Clas Weber likewise proposes a model of de se communication that dispenses with any commitment to uniformity between the speaker and hearer's mental contents. On his centred worlds model a speaker and a hearer share a world, but they do not share a centre within it. This means that in order to make sense of a de se utterance, a hearer must perform an inference that will take her from one content -- that expressed by the speaker -- to a slightly different content -- the one involved in her final state of communicative understanding. The details of this inferential process constitute Weber's recentring model of de se communication. Weber's concluding remarks reinforce the sense that that getting rid of the simple transfer model of communication is a gain to his theory rather than a loss:

Our respective thoughts and assertions represent the world from different perspectives -- every one of us is at the centre of her own beliefs and utterances. This doesn't mean that their content is private and unsharable. But when we exchange our views of the world with each other, we have to take into account our distinct locations within it. (p.269)

In contrast to Weber, Stalnaker argues that 'Ignorance about where one is in the world is always also ignorance about which possible world is actual' (p.123). If this is right, then it follows that 'we can represent the contents of belief, self-locating and otherwise, as ordinary timeless and impersonal propositions.' (p.124) What is communicated in a de se exchange is not a centred content of any kind, but the uncentred timeless and impersonal proposition that is determined by the speaker's centred content together with its relevant points of evaluation. Incidentally, this aspect of Stalnaker's view renders it compatible with the simple transfer model of communication. But it is telling that Stalnaker is shy about placing too much weight on this compatibility as a motivating consideration for his view -- he notes that his view 'does help to give a smooth representation' of communication, but that there 'may be other ways of explaining how we calibrate cognitive states of different people at different times.' (p.136) He also takes pains to stress that the thesis that there is an uncentred content corresponding to every centred content is independently well-motivated. This reluctance to revel too loudly in his view's compatibility with the simple transfer model seems to be part intellectual graciousness and part symptom of the decline of the basic appeal of that model.

This volume has all the hallmarks of issuing from years of conversation between colleagues. A few of the papers fell slightly outside these discussions, and for that reason, together with reasons of space, I have not mentioned them here[1]. At its best, reading this volume feels like overhearing a specialist workshop on the de se. Stalnaker spends his chapter responding to an earlier objection by Weber, and in a particularly enjoyable thread, Recanati responds on Weber's behalf to an objection raised in Pagin's chapter.

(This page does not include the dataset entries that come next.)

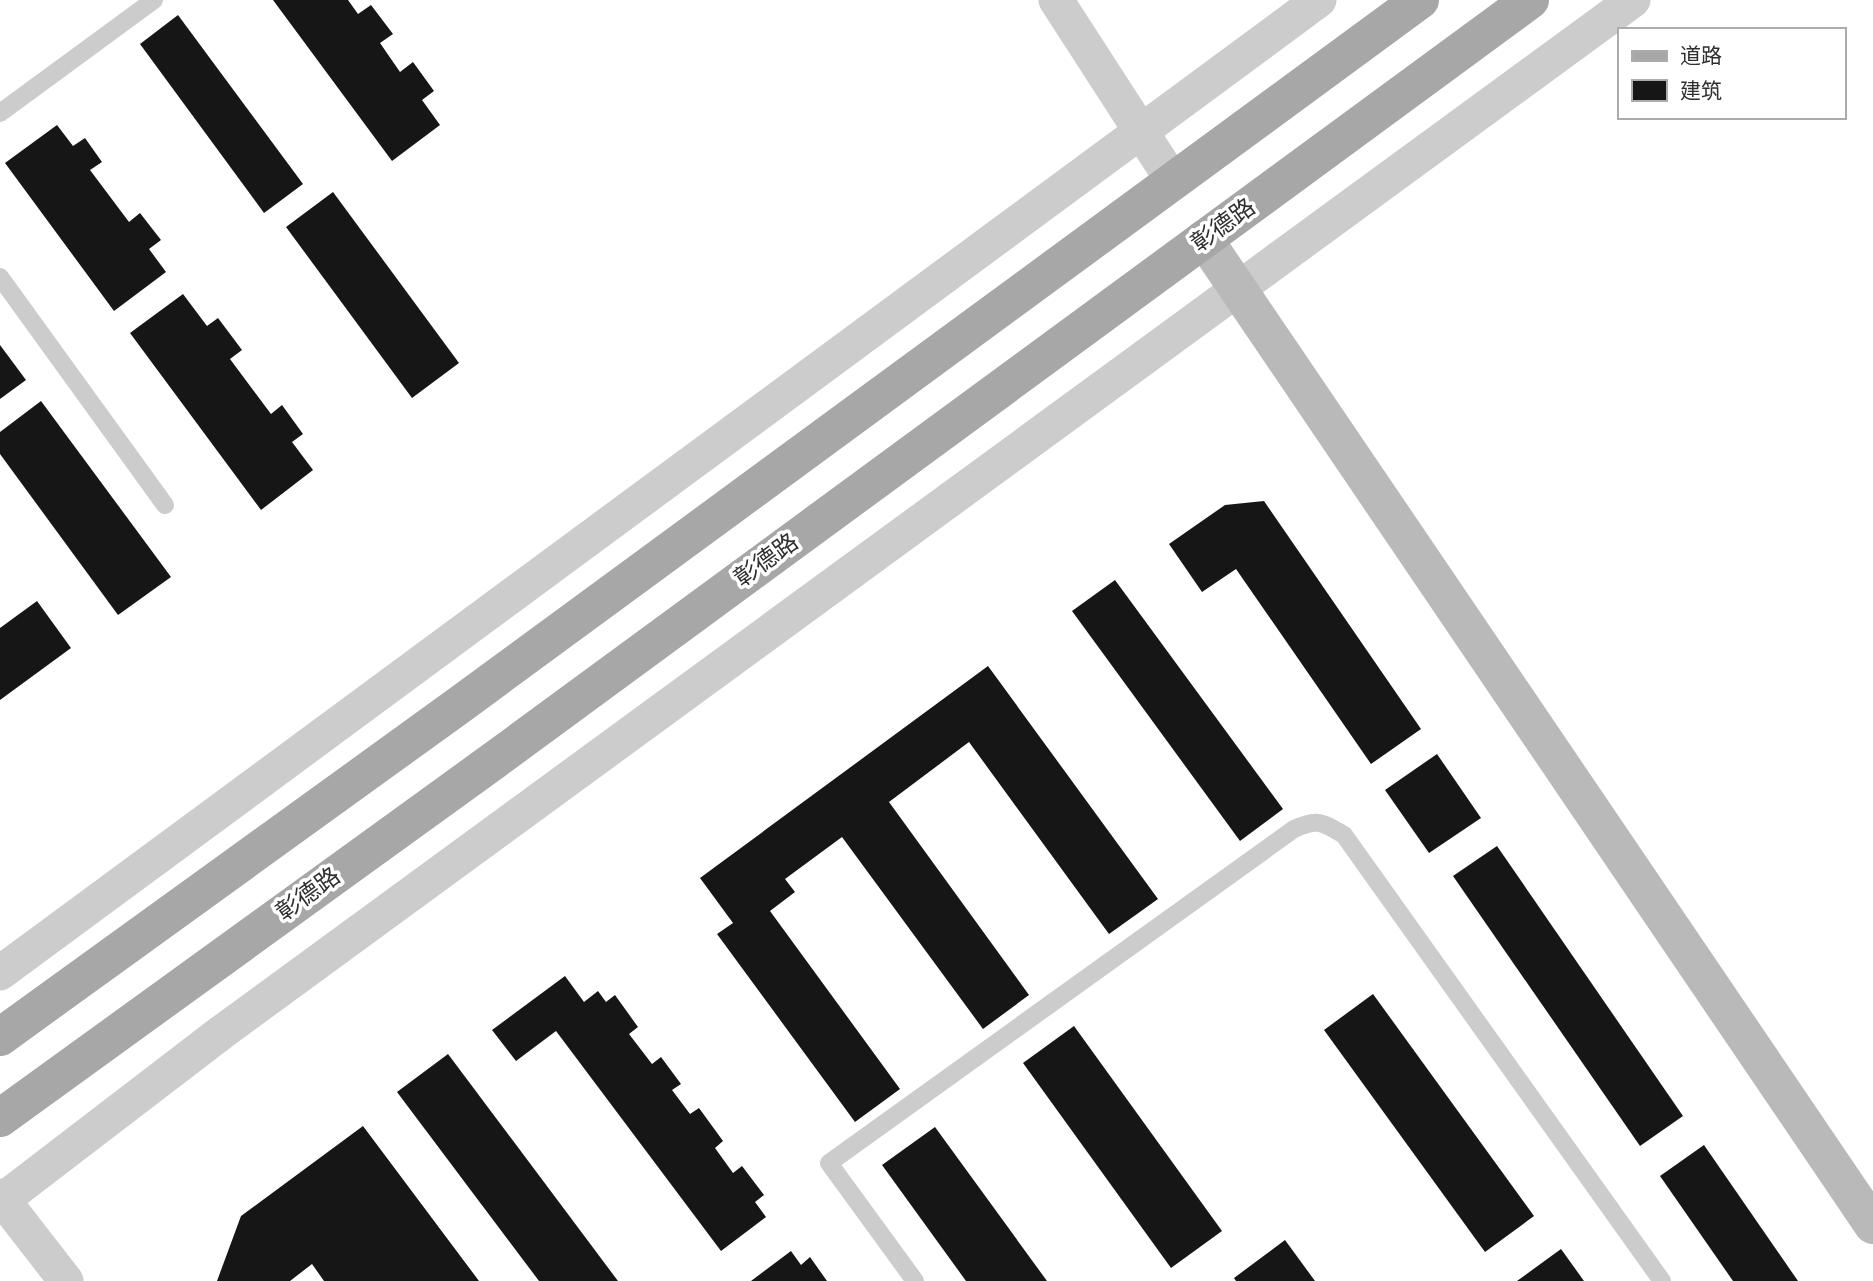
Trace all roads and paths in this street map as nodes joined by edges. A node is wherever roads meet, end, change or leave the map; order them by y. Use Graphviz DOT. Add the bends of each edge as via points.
graph roads {
  1 [pos="155,0"];
  2 [pos="1056,0"];
  3 [pos="1319,0"];
  4 [pos="1420,0"];
  5 [pos="1530,0"];
  6 [pos="1633,0"];
  7 [pos="0,113"];
  8 [pos="1141,131"];
  9 [pos="1173,181"];
  10 [pos="1204,239"];
  11 [pos="0,277"];
  12 [pos="1237,288"];
  13 [pos="165,505"];
  14 [pos="0,973"];
  15 [pos="0,1037"];
  16 [pos="0,1118"];
  17 [pos="1,1199"];
  18 [pos="1873,1225"];
  19 [pos="66,1281"];
  20 [pos="915,1281"];
  21 [pos="1662,1281"];
  1 -- 7 [label="lane"];
  2 -- 8 [label="street"];
  3 -- 8 [label="street"];
  4 -- 9 [label="main road"];
  5 -- 10 [label="main road, 彰德路"];
  6 -- 12 [label="street"];
  8 -- 9 [label="street"];
  8 -- 14 [label="street"];
  9 -- 15 [label="main road"];
  10 -- 12 [label="street"];
  10 -- 16 [label="main road, 彰德路"];
  11 -- 13 [label="lane"];
  12 -- 17 [label="street"];
  12 -- 18 [label="street"];
  17 -- 19 [label="street"];
  20 -- 21 [label="lane" via="830,1163 1311,821 1344,835"];
}
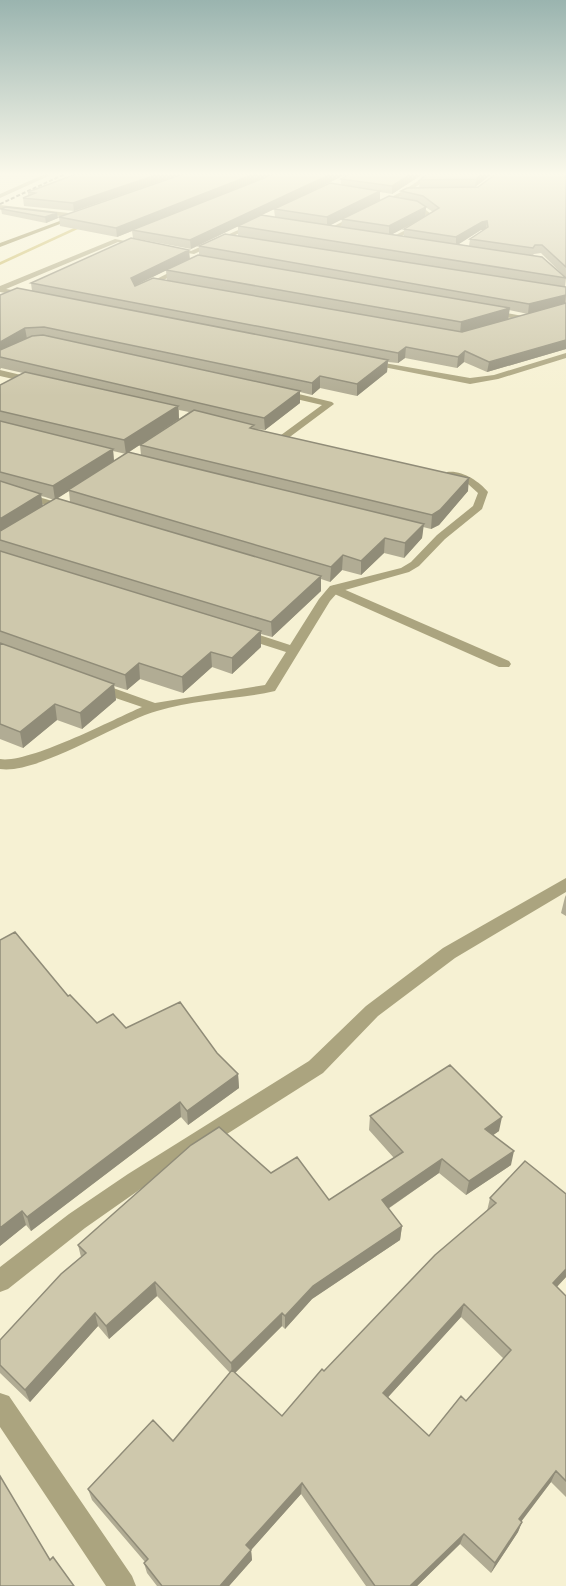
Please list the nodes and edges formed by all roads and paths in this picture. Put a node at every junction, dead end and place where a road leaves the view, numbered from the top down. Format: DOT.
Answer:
graph roads {
  1 [pos="98,248"];
  2 [pos="160,248"];
  3 [pos="204,248"];
  4 [pos="192,254"];
  5 [pos="197,261"];
  6 [pos="188,265"];
  7 [pos="152,284"];
  8 [pos="163,286"];
  9 [pos="0,290"];
  10 [pos="136,291"];
  11 [pos="38,298"];
  12 [pos="483,311"];
  13 [pos="538,316"];
  14 [pos="528,319"];
  15 [pos="506,326"];
  16 [pos="566,355"];
  17 [pos="352,360"];
  18 [pos="0,373"];
  19 [pos="47,383"];
  20 [pos="267,389"];
  21 [pos="300,445"];
  22 [pos="444,473"];
  23 [pos="0,489"];
  24 [pos="83,513"];
  25 [pos="328,587"];
  26 [pos="225,629"];
  27 [pos="293,650"];
  28 [pos="504,664"];
  29 [pos="88,683"];
  30 [pos="154,707"];
  31 [pos="0,764"];
  32 [pos="566,884"];
  33 [pos="0,1281"];
  34 [pos="0,1405"];
  35 [pos="122,1586"];
  1 -- 9 [label="street"];
  2 -- 4 [label="street"];
  3 -- 4 [label="street"];
  4 -- 5 [label="street"];
  6 -- 7 [label="street"];
  7 -- 8 [label="street"];
  7 -- 10 [label="street"];
  9 -- 11 [label="street"];
  12 -- 14 [label="street"];
  13 -- 14 [label="street"];
  14 -- 15 [label="street"];
  16 -- 17 [label="street"];
  18 -- 19 [label="street"];
  20 -- 21 [label="street"];
  22 -- 25 [label="street"];
  23 -- 24 [label="street"];
  25 -- 27 [label="street"];
  25 -- 28 [label="street"];
  26 -- 27 [label="street"];
  27 -- 30 [label="street"];
  29 -- 30 [label="street"];
  30 -- 31 [label="street"];
  32 -- 33 [label="street"];
  34 -- 35 [label="street"];
}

Dirk Kindermann and Pagin both construct their chapters around a generous landscaping of the area. I found these two chapters extremely helpful in getting a sense of placing for some of the other chapters, and would recommend them as a good place to start.

A note on them, though. This complementing pair of chapters at the end of the volume may leave the reader with a lingering sense that in the final tally, many of these competing possible worlds models end up with largely comparable dimensions of explanatory power in the face of the challenge from de se communication. As Kindermann suggests, this is not to say that there will be no way of deciding between them; only that these decisions will have to be made on grounds other than their capacity to handle de se communication. Yet more rumblings, perhaps, of shifting grounds in the search for a distinctive problem of the de se.

[1] I stress that this is not because they are any less interesting than the chapters I mention. In particular, I urge a reading of Aidan McGlynn's thought-provoking chapter on immunity to error through misidentification.